RIPK3, functioning synergistically with RIPK1, drives cells towards necroptosis. The activation of RIPK3 catalyzes the phosphorylation of MLKL (111), culminating in the disruption of the cell membrane and subsequent cell death. Central to promoting PANoptosis, RIPK3 has been found to induce necroptotic death in tumor cells via the RIPK1/MLKL pathway. The study by Alaaeldin et al (112) was primarily centered on the impact of a novel ciprofloxacin derivative on RIPK3 and its implications for PANoptosis in cancer therapy. The findings revealed that the ciprofloxacin derivative effectively bound to and inhibited topoisomerases I and II, significantly reducing the proliferation, migration and colony formation of the cancer cells. Crucially, the study highlighted the derivative's ability to increase the proportion of apoptotic cells and activate the necro-apoptotic pathway, primarily by stimulating RIPK3, RIPK1 and MLKL proteins. This research provides valuable insight into the role of RIPK3 in PANoptosis and underscores the potential of targeting this pathway as a novel approach to cancer treatment. The ability of the ciprofloxacin derivative to modulate RIPK3 and induce PANoptosis opens novel avenues for the development of anticancer therapies, particularly for HepG2 and A549 cancer types, and contributes to the broader understanding of the molecular mechanisms underlying cancer cell death. Furthermore, recent research identified the modulatory role of RIPK3 in cell death and inflammation, particularly via its interactions with the RIPK1 and MLKL pathways. It underscores the pivotal function of RIPK3 in initiating and regulating necroptotic processes, as well as its diverse and complex activation in response to various cellular stressors (113).

MLKL

MLKL is a critical effector in pyroptosis and PANoptosis. Phosphorylated by RIPK3, MLKL triggers the rupture of the cell membrane, leading to cell death. The activation of MLKL is closely associated with pathological processes in various disease models. For instance, in cerebral ischemic injury, MLKL is a crucial regulator of cell death, operating through the RIPK1/RIPK3 pathway. Zhang et al (114) investigated the role of MLKL in PANoptosis, particularly in ischemic brain injury following stroke, focusing on the effects of ligustroflavone, a compound with anti-inflammatory properties. They showed that ligustroflavone reduced brain injury and decreased the levels of necroptosis-associated proteins, including MLKL, in a rat model of ischemic stroke. However, the study noted an inconsistency in the regulation of RIPK1 levels, suggesting a need for further exploration of a ligustroflavone selective mechanism on necroptosis-related proteins. While the study identified potential targets of ligustroflavone, including RIPK1, RIPK3 and MLKL using the Molecular Operating Environment program, the unaltered levels of RIPK1 call for a more detailed investigation into its interaction with MLKL in PANoptosis. The study highlighted the potential of ligustroflavone as a therapeutic agent for ischemic brain injury. Thus, there is a need for a deeper understanding of the molecular mechanisms concerning MLKL in PANoptosis.

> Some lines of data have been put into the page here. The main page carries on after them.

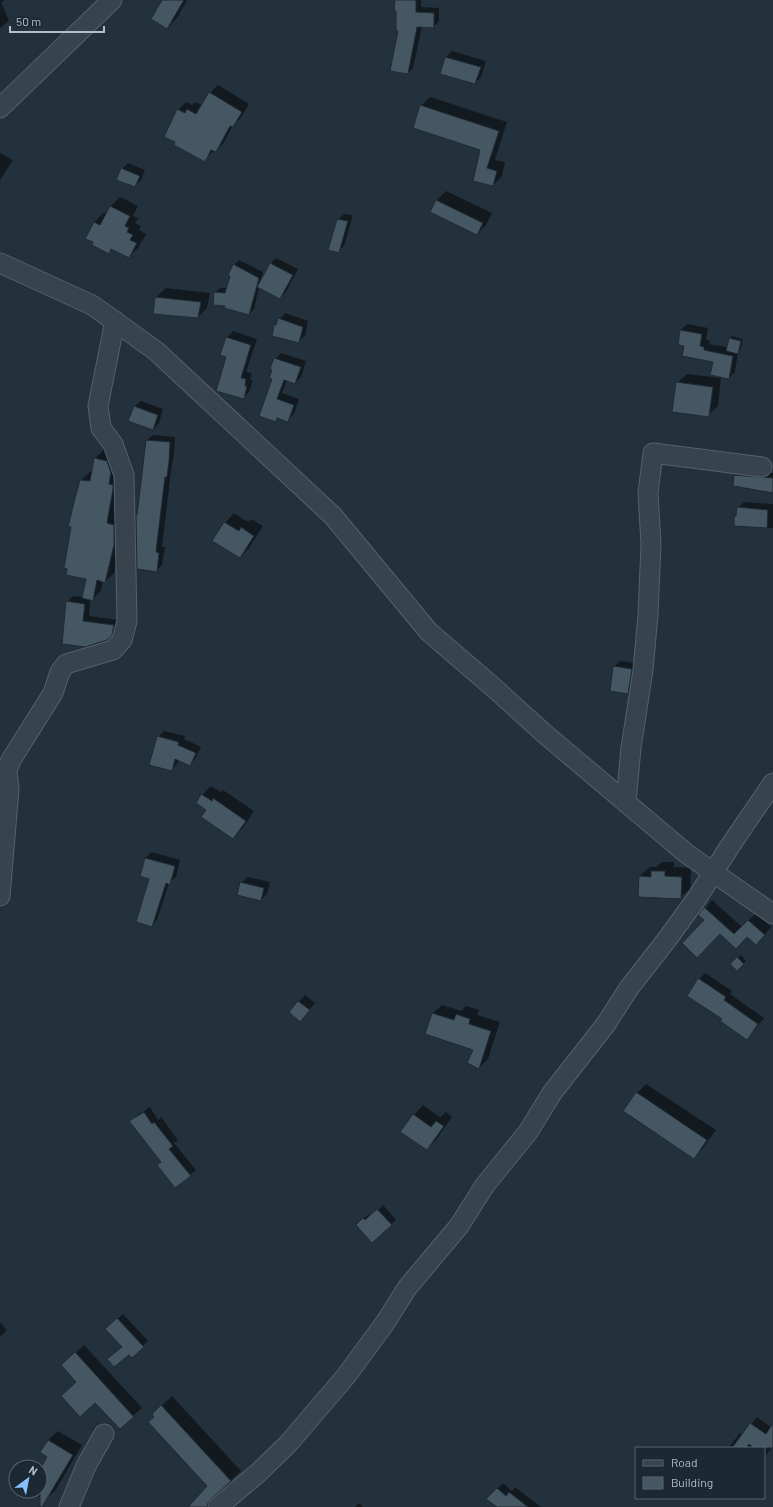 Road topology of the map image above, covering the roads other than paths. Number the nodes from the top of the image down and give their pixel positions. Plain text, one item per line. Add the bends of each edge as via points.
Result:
1 (112, 0) edge
2 (0, 108) edge
3 (0, 263) edge
4 (115, 321) junction
5 (762, 467) dead end
6 (773, 783) edge
7 (626, 802) junction
8 (712, 873) junction
9 (0, 896) edge
10 (773, 914) edge
11 (104, 1434) dead end
12 (69, 1507) edge
13 (218, 1507) edge

1 - 2 street
3 - 4 street via 92,305
4 - 7 street via 156,351 333,516 429,632
4 - 9 street via 98,406 101,428 113,444 124,475 127,621 122,640 113,650 66,664 60,672 53,693 11,760 7,770 10,790
5 - 7 street via 653,453 648,493 651,544 648,615
6 - 8 street
7 - 8 street
8 - 10 street
8 - 13 street via 697,898 629,988 606,1024 552,1093 528,1132 484,1185 458,1226 408,1288 346,1376 288,1444
11 - 12 street via 86,1466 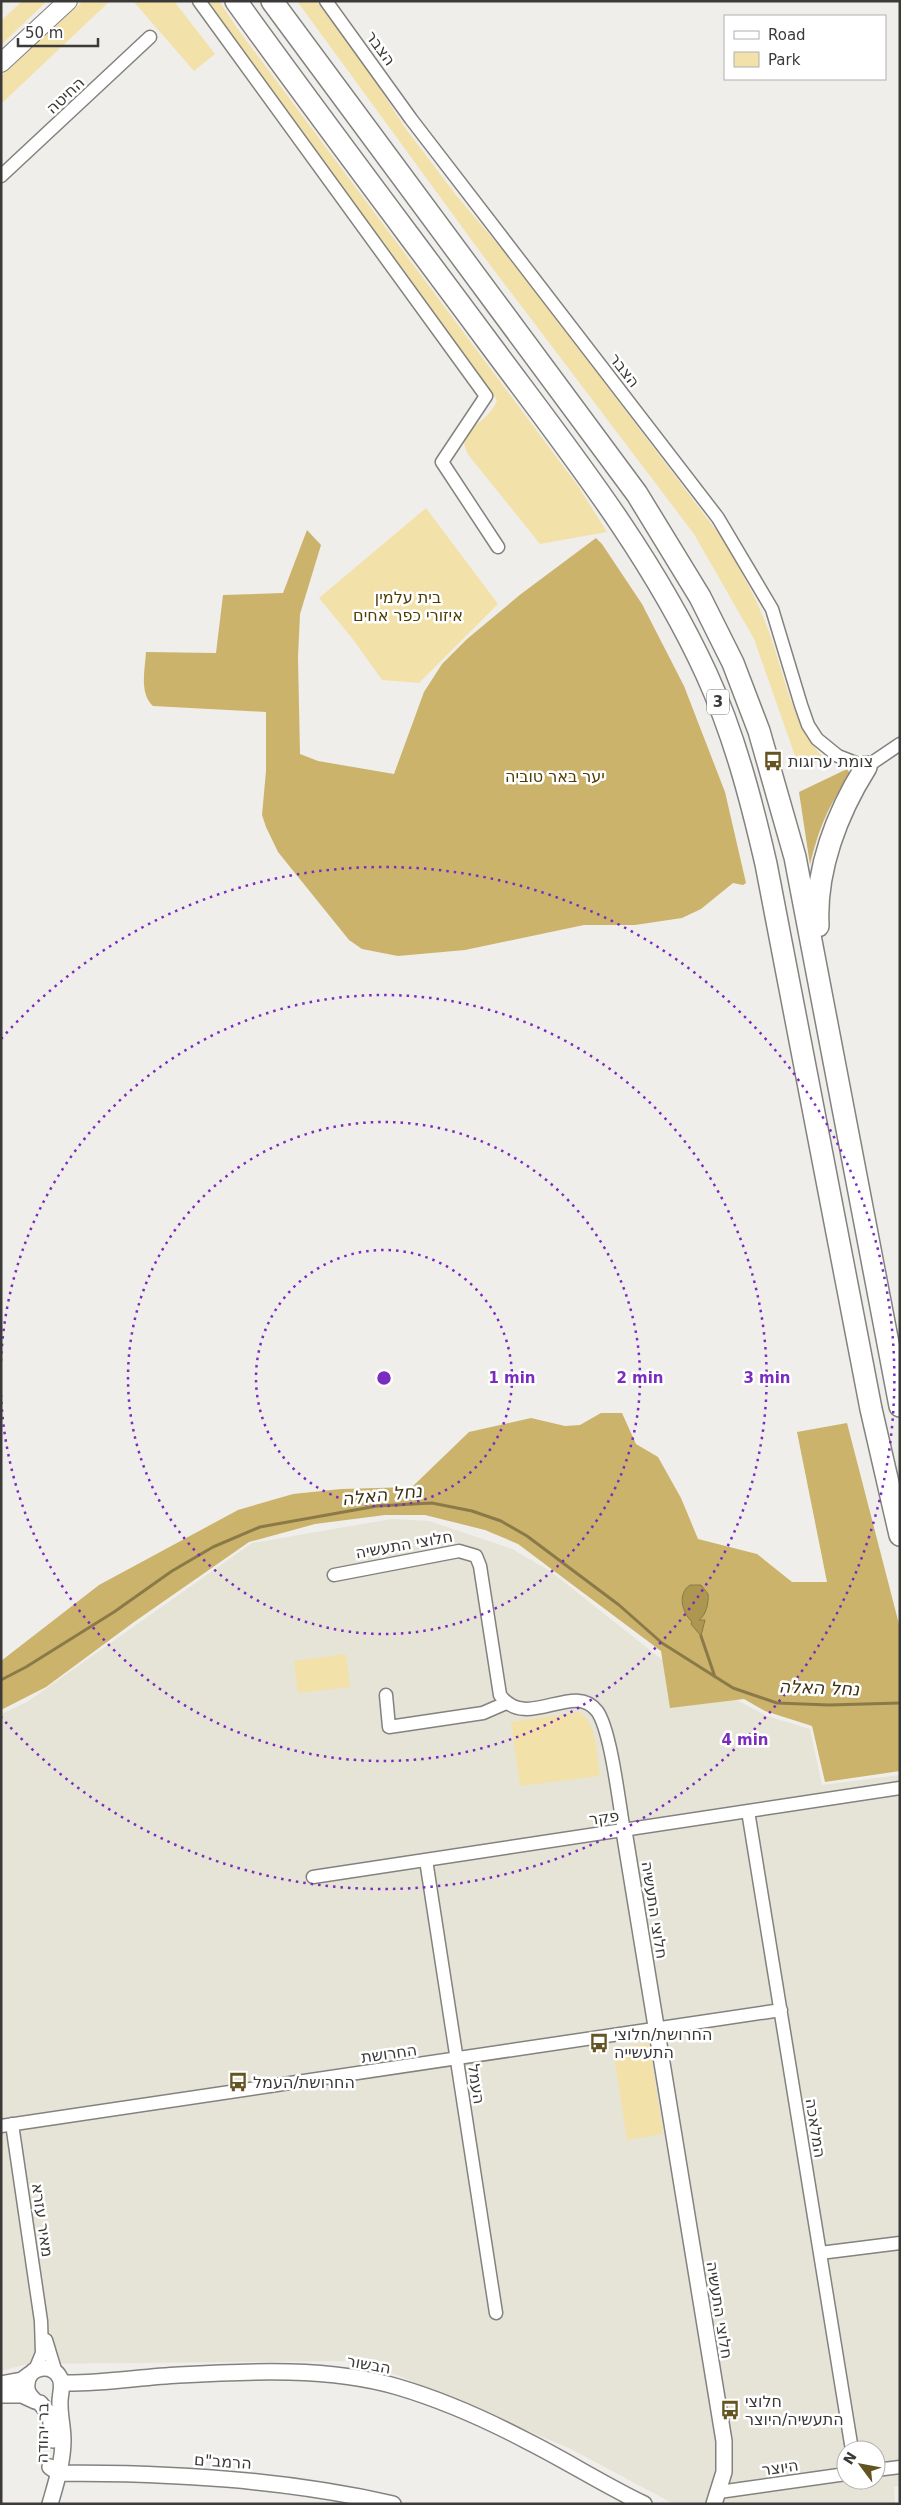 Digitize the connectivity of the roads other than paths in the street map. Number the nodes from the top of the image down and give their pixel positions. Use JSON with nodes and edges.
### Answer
{"nodes":[{"id":1,"x":68,"y":1,"type":"edge"},
{"id":2,"x":199,"y":1,"type":"edge"},
{"id":3,"x":236,"y":1,"type":"edge"},
{"id":4,"x":272,"y":1,"type":"edge"},
{"id":5,"x":326,"y":1,"type":"edge"},
{"id":6,"x":150,"y":37,"type":"dead end"},
{"id":7,"x":1,"y":64,"type":"edge"},
{"id":8,"x":1,"y":176,"type":"edge"},
{"id":9,"x":498,"y":547,"type":"dead end"},
{"id":10,"x":900,"y":744,"type":"edge"},
{"id":11,"x":866,"y":767,"type":"junction"},
{"id":12,"x":821,"y":986,"type":"junction"},
{"id":13,"x":900,"y":1406,"type":"edge"},
{"id":14,"x":900,"y":1535,"type":"edge"},
{"id":15,"x":334,"y":1575,"type":"dead end"},
{"id":16,"x":386,"y":1695,"type":"dead end"},
{"id":17,"x":506,"y":1703,"type":"junction"},
{"id":18,"x":900,"y":1788,"type":"edge"},
{"id":19,"x":748,"y":1811,"type":"junction"},
{"id":20,"x":624,"y":1831,"type":"junction"},
{"id":21,"x":426,"y":1860,"type":"junction"},
{"id":22,"x":313,"y":1877,"type":"dead end"},
{"id":23,"x":781,"y":2010,"type":"junction"},
{"id":24,"x":656,"y":2028,"type":"junction"},
{"id":25,"x":457,"y":2060,"type":"junction"},
{"id":26,"x":7,"y":2125,"type":"edge"},
{"id":27,"x":900,"y":2243,"type":"edge"},
{"id":28,"x":820,"y":2253,"type":"junction"},
{"id":29,"x":496,"y":2313,"type":"dead end"},
{"id":30,"x":41,"y":2320,"type":"junction"},
{"id":31,"x":32,"y":2372,"type":"junction"},
{"id":32,"x":60,"y":2382,"type":"junction"},
{"id":33,"x":1,"y":2384,"type":"edge"},
{"id":34,"x":1,"y":2396,"type":"edge"},
{"id":35,"x":37,"y":2401,"type":"junction"},
{"id":36,"x":850,"y":2440,"type":"edge"},
{"id":37,"x":54,"y":2470,"type":"junction"},
{"id":38,"x":886,"y":2470,"type":"edge"},
{"id":39,"x":899,"y":2470,"type":"edge"},
{"id":40,"x":836,"y":2476,"type":"edge"},
{"id":41,"x":716,"y":2498,"type":"edge"},
{"id":42,"x":386,"y":2503,"type":"edge"},
{"id":43,"x":40,"y":2504,"type":"edge"},
{"id":44,"x":50,"y":2504,"type":"edge"},
{"id":45,"x":644,"y":2504,"type":"edge"}],
"edges":[{"from":1,"to":7,"type":"main road"},
{"from":2,"to":9,"type":"street"},
{"from":3,"to":14,"type":"highway","number":"3"},
{"from":4,"to":12,"type":"highway","number":"3"},
{"from":5,"to":11,"type":"street","name":"הצבר"},
{"from":6,"to":8,"type":"street","name":"החיטה"},
{"from":10,"to":11,"type":"street"},
{"from":11,"to":12,"type":"highway"},
{"from":12,"to":13,"type":"highway","number":"3"},
{"from":15,"to":17,"type":"street","name":"חלוצי התעשיה"},
{"from":16,"to":17,"type":"street"},
{"from":17,"to":20,"type":"street","name":"חלוצי התעשיה"},
{"from":18,"to":19,"type":"street","name":"פקר"},
{"from":19,"to":20,"type":"street","name":"פקר"},
{"from":19,"to":23,"type":"street","name":"המלאכה"},
{"from":20,"to":21,"type":"street","name":"פקר"},
{"from":20,"to":24,"type":"street","name":"חלוצי התעשיה"},
{"from":21,"to":22,"type":"street","name":"פקר"},
{"from":21,"to":25,"type":"street","name":"העמל"},
{"from":23,"to":24,"type":"street","name":"החרושת"},
{"from":23,"to":28,"type":"street","name":"המלאכה"},
{"from":24,"to":25,"type":"street","name":"החרושת"},
{"from":24,"to":41,"type":"street","name":"חלוצי התעשיה"},
{"from":25,"to":26,"type":"street","name":"החרושת"},
{"from":25,"to":29,"type":"street","name":"העמל"},
{"from":26,"to":30,"type":"street","name":"מאיר עזרא"},
{"from":27,"to":28,"type":"street"},
{"from":28,"to":36,"type":"street","name":"המלאכה"},
{"from":30,"to":31,"type":"street","name":"מאיר עזרא"},
{"from":30,"to":32,"type":"street","name":"מאיר עזרא"},
{"from":31,"to":32,"type":"street"},
{"from":31,"to":33,"type":"street"},
{"from":31,"to":35,"type":"street"},
{"from":32,"to":35,"type":"street"},
{"from":32,"to":37,"type":"street","name":"בר יהודה"},
{"from":32,"to":45,"type":"street","name":"הבשור"},
{"from":34,"to":35,"type":"street"},
{"from":35,"to":37,"type":"street","name":"בר יהודה"},
{"from":37,"to":42,"type":"street","name":"הרמב\"ם"},
{"from":37,"to":43,"type":"street","name":"בר יהודה"},
{"from":37,"to":44,"type":"street","name":"בר יהודה"},
{"from":38,"to":39,"type":"street"},
{"from":40,"to":41,"type":"street","name":"היוצר"}]} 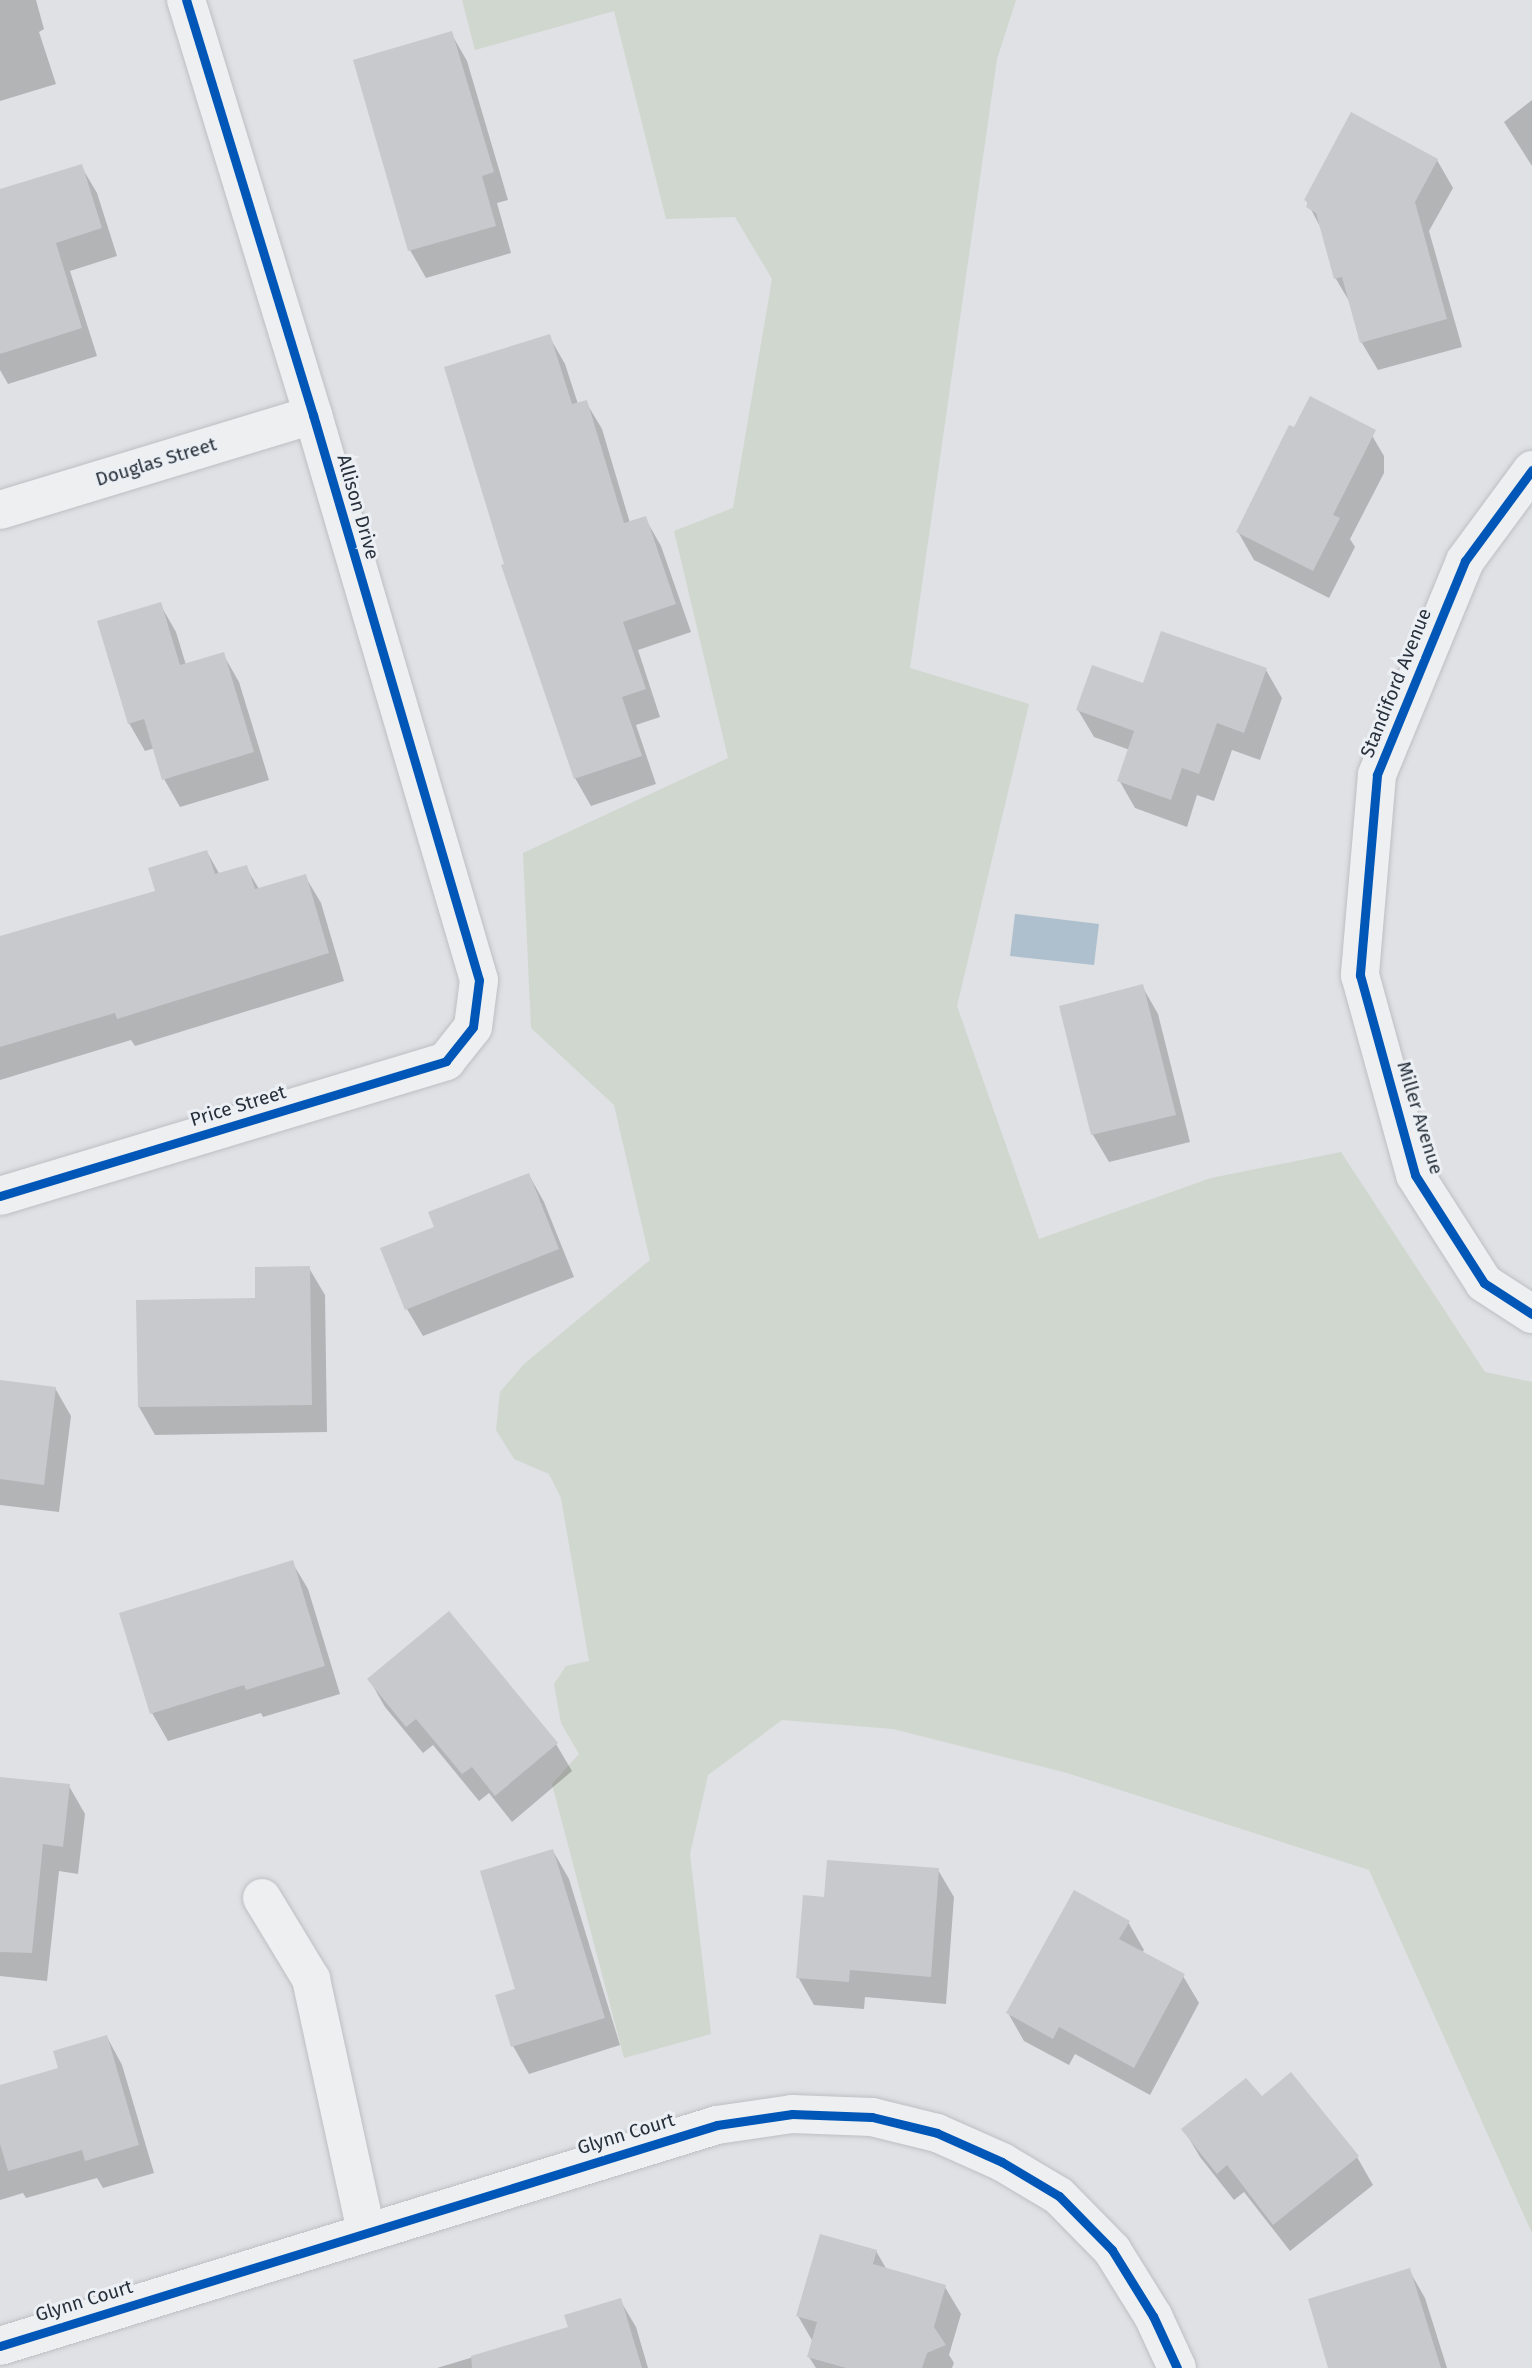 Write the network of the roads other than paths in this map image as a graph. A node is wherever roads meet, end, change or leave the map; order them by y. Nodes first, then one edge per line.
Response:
1 (186, 0) edge
2 (313, 415) junction
3 (1532, 470) edge
4 (0, 510) edge
5 (1360, 975) joint
6 (473, 1027) joint
7 (0, 1196) edge
8 (1532, 1314) edge
9 (262, 1898) dead end
10 (366, 2232) junction
11 (0, 2346) edge
12 (1177, 2368) edge

1 - 2 street, Allison Drive
2 - 4 street, Douglas Street
2 - 6 street, Allison Drive
3 - 5 street, Standiford Avenue
5 - 8 street, Miller Avenue
6 - 7 street, Price Street
9 - 10 street
10 - 11 street, Glynn Court
10 - 12 street, Glynn Court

The role of MLKL extends to the pharmacodynamics of antidepressants, where it regulates the necroptotic death of neuronal cells via the RIPK1-RIPK3-MLKL pathway. Yan et al (115) focused on the antidepressant effects of Xiaoyaosan, in particular examining its influence on MLKL-mediated necroptosis in the context of depression. They revealed that Xiaoyaosan impacted the MLKL pathway in a mouse model of depression. This suggested that the therapeutic effect of Xiaoyaosan on depression may involve modulating MLKL and the related necroptotic processes, offering a novel perspective for treating depression by targeting specific aspects of PANoptosis.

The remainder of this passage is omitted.